The festival will then open on Sunday, August 9, which, for the first time in the festival’s history, will be held in the wonderful outdoor setting of Regency Square, in front of the striking facade of Asiago Cathedral. The program, centered on transcriptions made by the performers themselves of music by Johann Sebastian Bach, Alessandro Marcello and Astor Piazzolla, will also feature Julius Berger, who will play his extraordinary cello tuned according to the very special Baroque tuning known as the “little cello,” a name that recalls the tuning used by a much “smaller” cousin of the cello, the violin. The heart of the program will be the premiere performance of the piece commissioned from Andrei Pushkarev by Asiagofestival and dedicated to the city of Asiago, “The Cimbrian Fantasy,” a colorful reinterpretation for cello and vibraphone of some of the most beautiful songs from the priceless heritage of Cimbrian melodies, handed down unchanged for centuries on the Asiago Plateau (the concert will begin at 9 p.m. and in case of bad weather will be held, at the same time, at the Millepini Theater in Asiago).

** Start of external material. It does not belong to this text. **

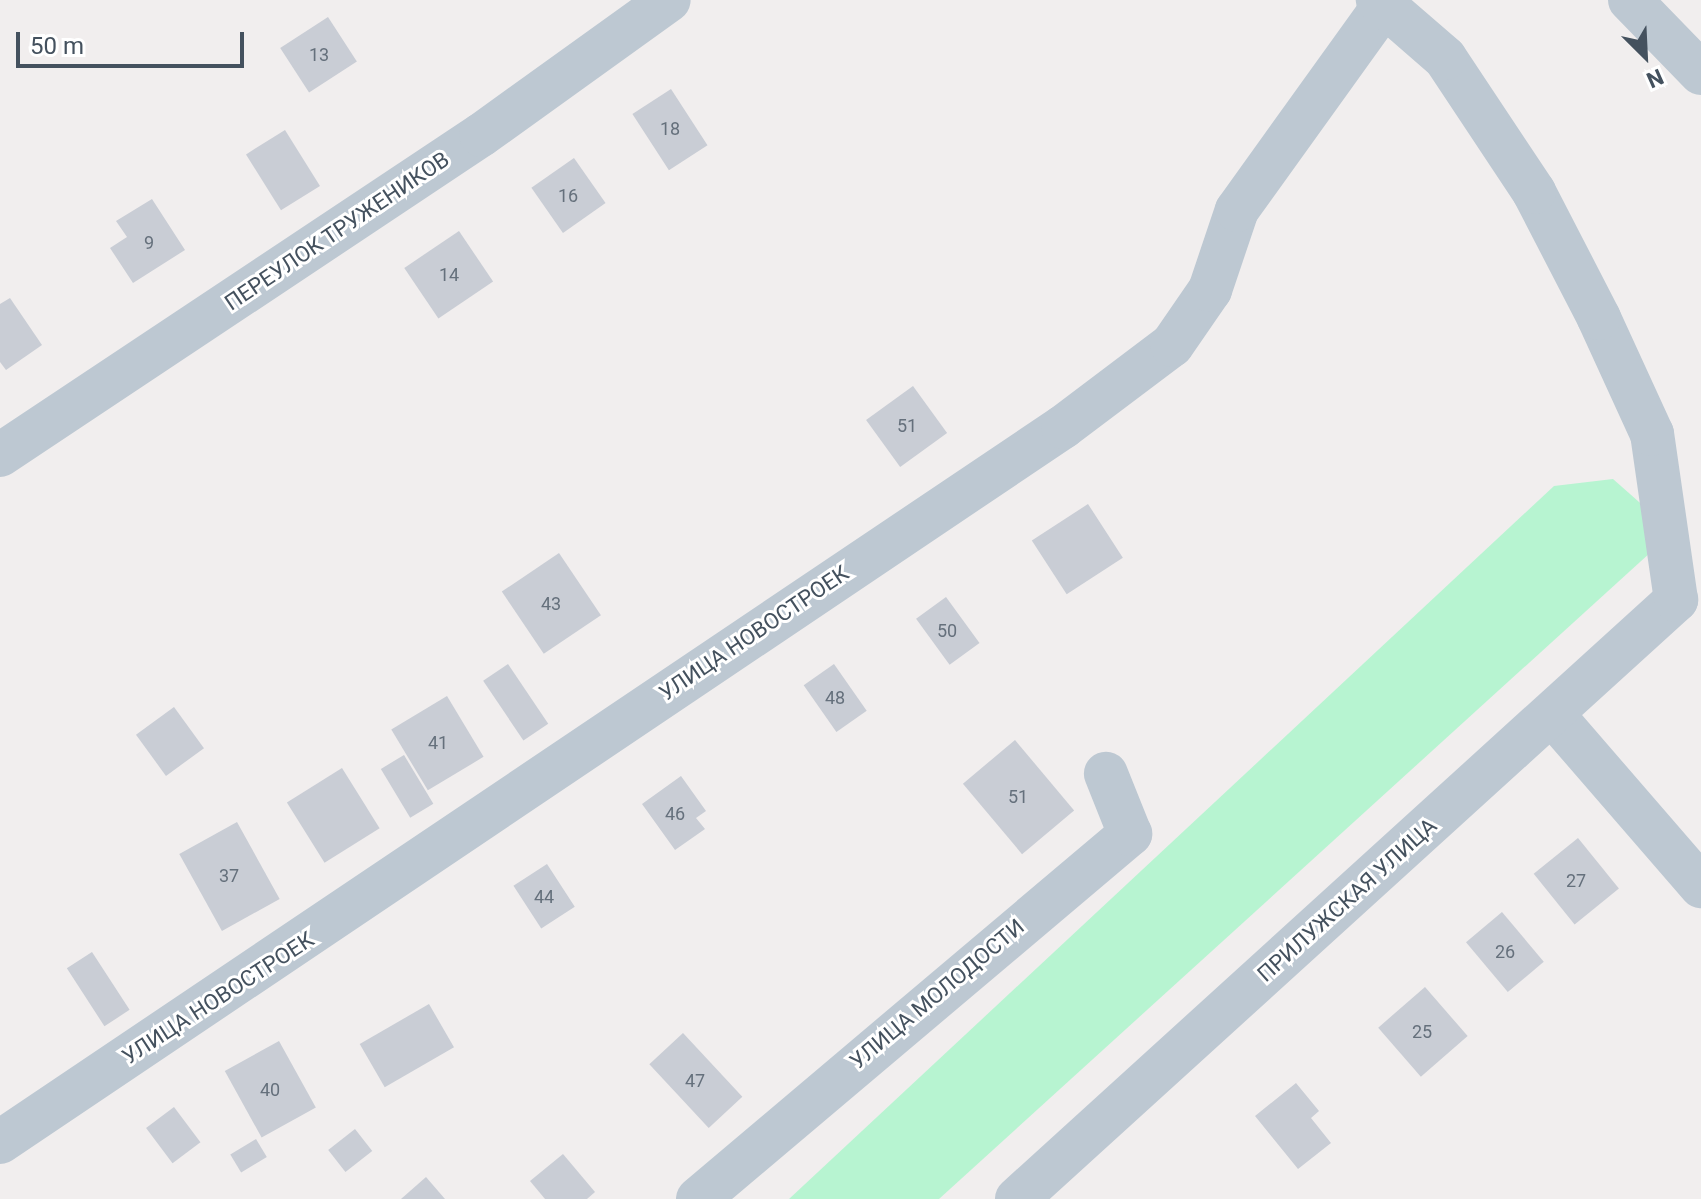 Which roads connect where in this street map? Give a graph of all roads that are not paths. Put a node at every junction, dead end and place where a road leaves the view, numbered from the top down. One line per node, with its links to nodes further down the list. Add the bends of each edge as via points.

It continues on Tuesday, Aug. 11 within the walls of the Interrupted Fort in Camporovere with an extremely varied program that aims to probe and explore every timbral and expressive recess of the marimba and vibraphone, reviewing compositions starting with Prokoviev and winding through Piazzolla’s tangos, the music of Philip Glass and Steve Reich, and some jazz and swing suggestions. (The concert will begin at 5 p.m. and in case of bad weather will be held at the Millepini Theater at 9 p.m.).

The festival continues on Aug. 13 by showcasing another instrument that can technically be defined as a percussion instrument: the piano, which, absent from the 2019 edition, returns to the Millepini Theater stage to pay tribute to one of the indispensable cornerstones of all music history, Ludwig Van Beethoven. In fact, this year marks the two hundred and fiftieth anniversary of the birth of the unsurpassed Bonn composer, to whom Asiagofestival is dedicating an entire concert. Thanks to the piano of the admirable Argentinian pianist Jose Gallardo, a very longtime friend of Asiagofestival and again on the Plateau after a few years, and the cello of Julius Berger we will be accompanied through some of the most extraordinary pages of Beethoven’s repertoire for these two instruments, milestones in the development of the cello as a solo instrument and “equal protagonist” in the chamber music dialogue with the piano (the concert will be held at 9 p.m. at the Millepini Theater).

Concluding the 2020 edition of Asiagofestival will be the traditional concert of the Assumption, which will therefore be held on August 15 in St. Matthew’s Cathedral (beginning at 9 p.m.) and will feature at the console of the king of instruments the very young and talented organist Antonio Pantalone from Abruzzo, winner of the first prize in the first edition of the International Organ Competition “Fiorella Benetti Brazzale – City of Vicenza,” held in October 2019 in the City of Palladio and dedicated to the memory of Asiagofestival’s founding organist Fiorella Benetti Brazzale, whose children and grandchildren still continue to organize the Asiago music festival. The program focuses on some of the giants of organ composition (Bach, Widor, Reger) to which is flanked by the performance of the Postlude on the “Salve Regina” by Maestro Pierangelo Valtinoni from Vicenza, a former guest composer of Asiagofestival, who created the piece precisely for one of the rehearsals of the International Organ Competition “Fiorella Benetti Brazzale – City of Vicenza,” which, therefore, serves as an ideal link between the Asiago evening and the Vicenza competition.

Each concert has free admission-thanks to the support of the Municipality of Asiago, St. Matthew Parish, and Gran Moravia, Burro delle Alpi, Fratelli Brazzale Superior Butter, and Alpilatte-and will be introduced by a brief introduction to take the audience on each of these short but intense musical journeys.

Entry, seating arrangement and sanitation of the premises will be regulated according to current Covid-19 regulations.